Remark: This will be a technical tutorial (whiteboard) and the title is misleading, i.e. the focus will not be on MIMO channels but on a new method to show optimality of Gaussian distributions in certain non-convex optimization problems that arise in information theory.
The capacity region of MIMO (or vector Gaussian) broadcast channel has been of considerable interest to the information theory community over the past 15 years or so. There has been some remarkable progress with a temporary peak (in 2005/2006) when the capacity region of the MIMO broadcast channel with private messages was obtained by Weingarten, Steinberg, and Shamai (which, btw, obtained the best paper award in IT) through a tour-de-optimization using ideas like channel enhancement, dirty paper coding, etc. However the extension of the results to the case with both private and common messages remained open though several serious attempts have been made to make progress on this problem. A few months ago, we accidentally managed to solve this open problem. It was a consequence of several new ideas from the discrete world and the techniques are very different from the earlier methods in the Gaussian landscape. We developed a new way of showing the optimality of a Gaussian distribution in certain optimization problems, which allows one to bypass the use of Entropy Power Inequality (the only previously known technique in such settings). Using this new technique, we re-derive several of the existing results in a new and simpler way. Further to show the power of the new technique, we also solve the open problem and settle the capacity region of the two – receiver MIMO broadcast channel with private and common messages.

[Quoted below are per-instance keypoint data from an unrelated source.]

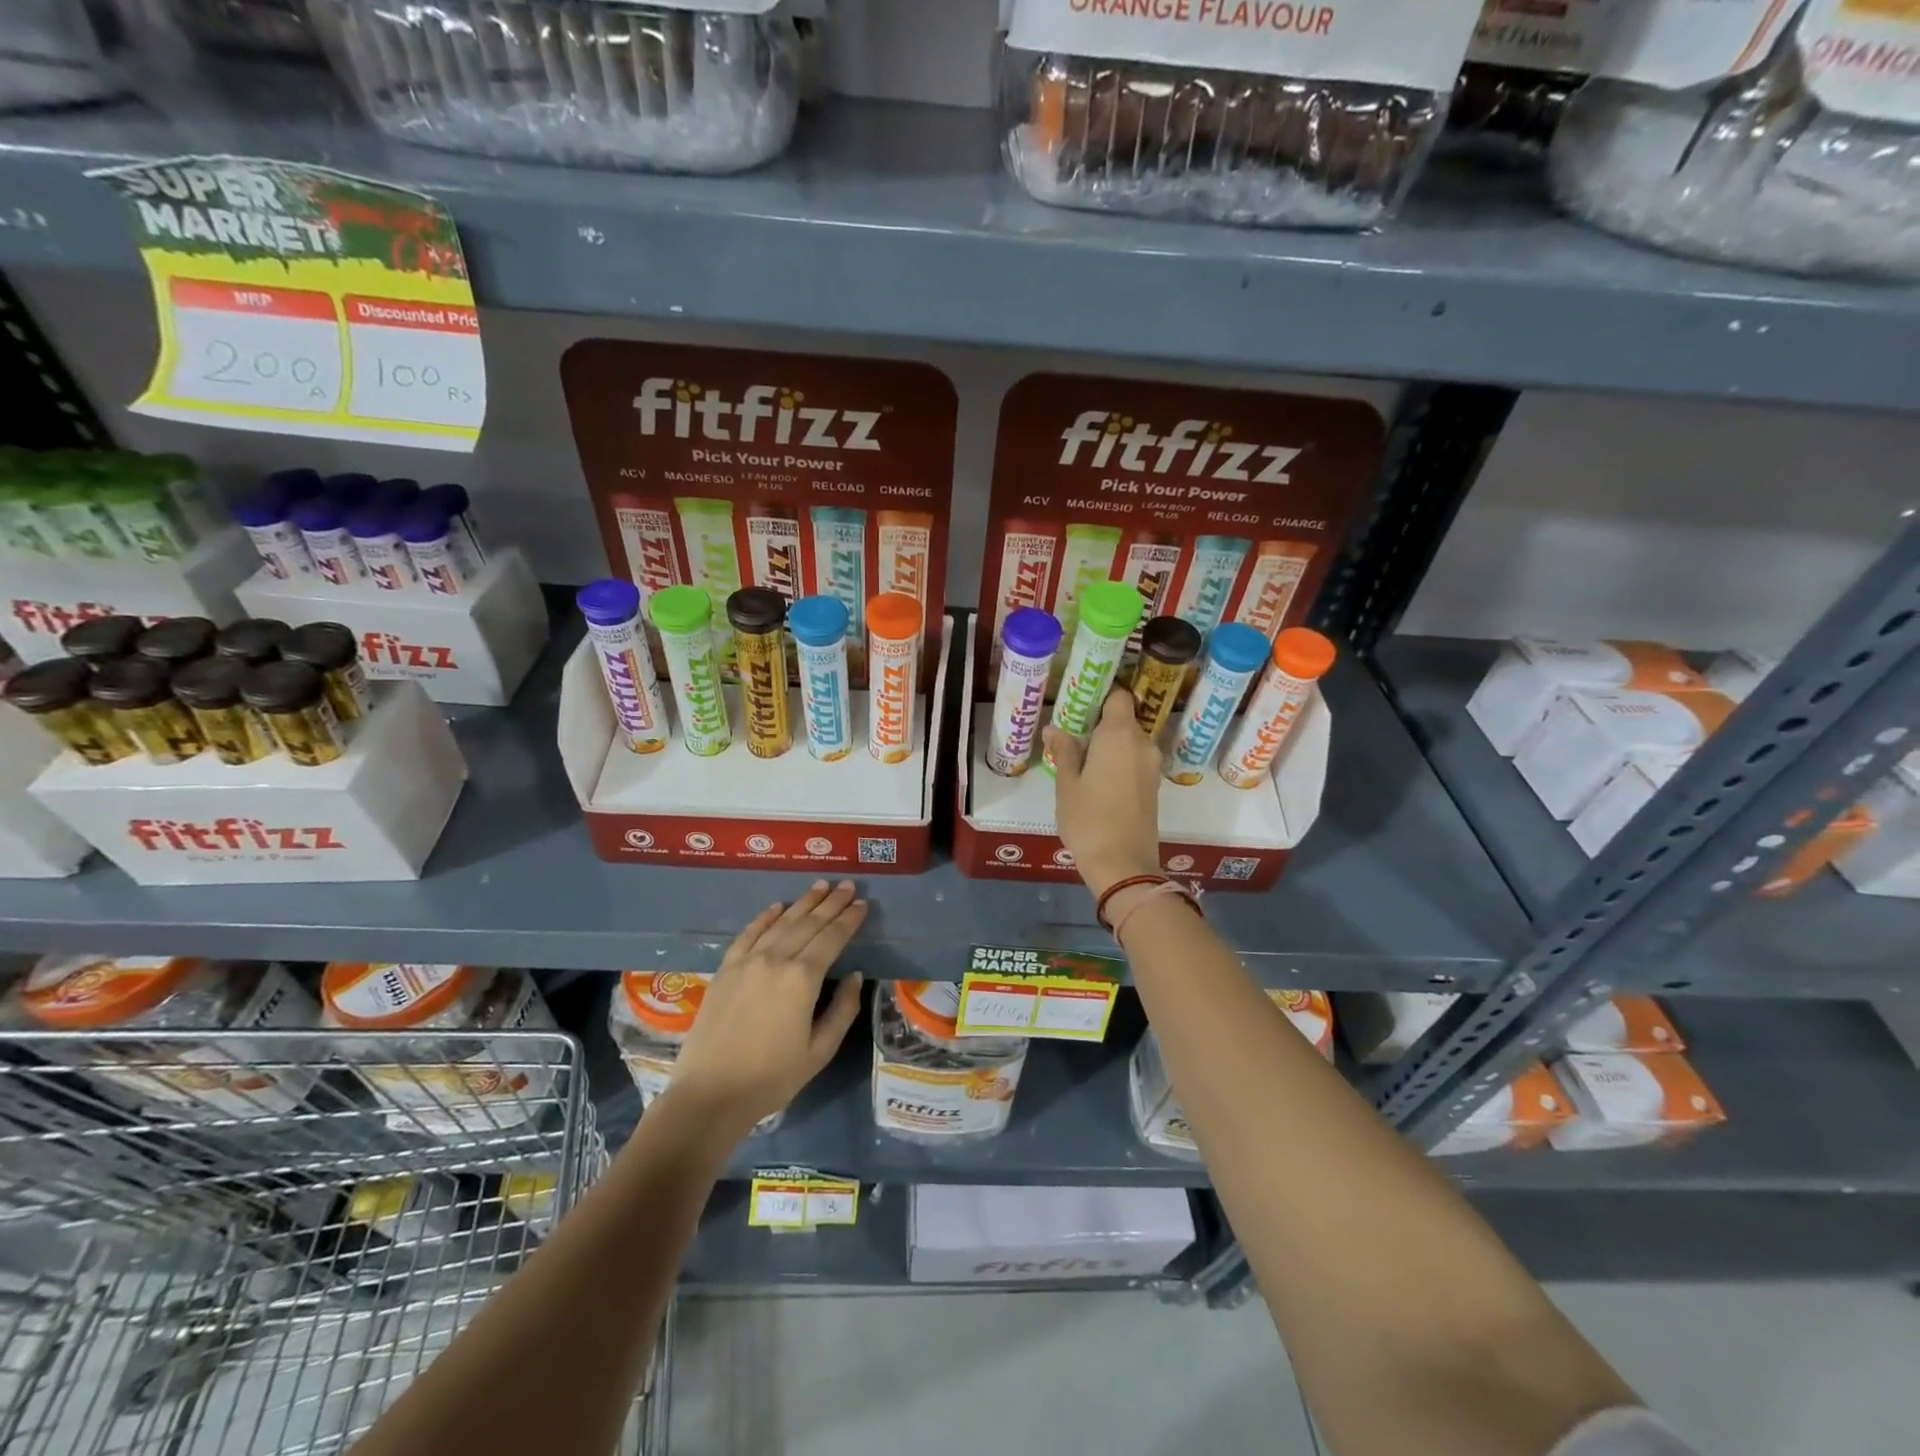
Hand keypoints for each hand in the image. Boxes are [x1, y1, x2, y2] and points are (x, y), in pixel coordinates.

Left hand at [665, 880, 866, 1137]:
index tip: (863, 903)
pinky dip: (764, 917)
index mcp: (803, 978)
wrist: (710, 1094)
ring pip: (780, 922)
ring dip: (802, 903)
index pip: (832, 938)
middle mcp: (776, 959)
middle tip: (847, 885)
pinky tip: (776, 907)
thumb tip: (853, 975)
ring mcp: (747, 961)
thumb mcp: (820, 1051)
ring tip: (820, 886)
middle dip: (831, 903)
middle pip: (808, 923)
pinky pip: (748, 934)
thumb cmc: (772, 1078)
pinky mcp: (725, 969)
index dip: (849, 919)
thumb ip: (842, 1009)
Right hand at [1045, 687, 1162, 897]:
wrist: (1123, 864)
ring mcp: (1151, 766)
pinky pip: (1134, 760)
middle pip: (1124, 719)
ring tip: (1080, 758)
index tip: (1078, 702)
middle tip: (1071, 733)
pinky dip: (1118, 761)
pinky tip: (1096, 777)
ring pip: (1129, 741)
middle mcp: (1142, 744)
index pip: (1119, 696)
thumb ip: (1064, 751)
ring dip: (1108, 744)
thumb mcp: (1067, 784)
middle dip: (1099, 722)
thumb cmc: (1089, 819)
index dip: (1100, 695)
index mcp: (1120, 735)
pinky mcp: (1153, 786)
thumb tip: (1054, 729)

This technique surely has much more potential and hence I thought it may be probably proper to give a longish tutorial on the various ideas involved.
This will be a technical talk and the audience will be assumed to have some background in information theory and probability theory. Indeed, I plan to have two parts to the talk; in the first part I will try to keep it less sophisticated while in the second part, I will go into some technical nuances that one needs to be be aware of (and also to show that i’s were dotted and t’s were crossed).
This is joint work with my student, Yanlin Geng.
Prof. Nair did his undergraduate studies at the Indian Institute of Technology (IIT), Madras in electrical engineering graduating in 1999. He received the Siemens and Phillips (India) medal for having the best academic record in the department during his undergraduate studies. Concurrently, he also completed the four year nurture programme in Mathematics at the Institute of Mathematical Sciences (IMSc ) under the auspices of the National Board of Higher Mathematics(NBHM).
He received a Masters (2002) and PhD (2005) in electrical engineering from Stanford University. He was a Stanford Graduate Fellow (2000-2004) and then a Microsoft Graduate Fellow (2004-2005) during his graduate studies. Then he became a postdoctoral fellow at prestigious theory group in Microsoft Research for two years. Following this he joined the IE department faculty, CUHK, in Fall 2007.
His current interests are in basic network information theory problems, in particular the broadcast channel. He has previously worked on problems touching many areas including combinatorial optimization, statistical physics, algorithms, and networks.